AIM OF THE EXERCISE -> Among the entries below, find all lines that include "Мамина" and copy them.

Collected data
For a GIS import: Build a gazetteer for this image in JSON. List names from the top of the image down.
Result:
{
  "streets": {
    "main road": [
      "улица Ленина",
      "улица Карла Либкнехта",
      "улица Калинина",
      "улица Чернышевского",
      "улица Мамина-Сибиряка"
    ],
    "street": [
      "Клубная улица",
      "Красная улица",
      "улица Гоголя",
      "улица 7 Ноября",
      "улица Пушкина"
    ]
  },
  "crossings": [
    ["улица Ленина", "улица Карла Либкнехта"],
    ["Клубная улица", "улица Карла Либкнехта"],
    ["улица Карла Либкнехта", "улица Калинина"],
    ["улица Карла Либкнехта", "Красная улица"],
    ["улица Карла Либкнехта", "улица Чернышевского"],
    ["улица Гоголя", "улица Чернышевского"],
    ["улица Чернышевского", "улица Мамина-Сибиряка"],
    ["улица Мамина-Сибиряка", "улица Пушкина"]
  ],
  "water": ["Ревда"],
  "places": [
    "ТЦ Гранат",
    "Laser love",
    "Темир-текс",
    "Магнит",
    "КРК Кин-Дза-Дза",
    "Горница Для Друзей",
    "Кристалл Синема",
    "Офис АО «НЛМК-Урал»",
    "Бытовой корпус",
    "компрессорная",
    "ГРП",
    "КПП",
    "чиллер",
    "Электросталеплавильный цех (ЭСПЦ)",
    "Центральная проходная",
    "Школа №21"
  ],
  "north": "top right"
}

WRITTEN ANSWER ->
      "улица Мамина-Сибиряка"
    ["улица Чернышевского", "улица Мамина-Сибиряка"],
    ["улица Мамина-Сибиряка", "улица Пушкина"]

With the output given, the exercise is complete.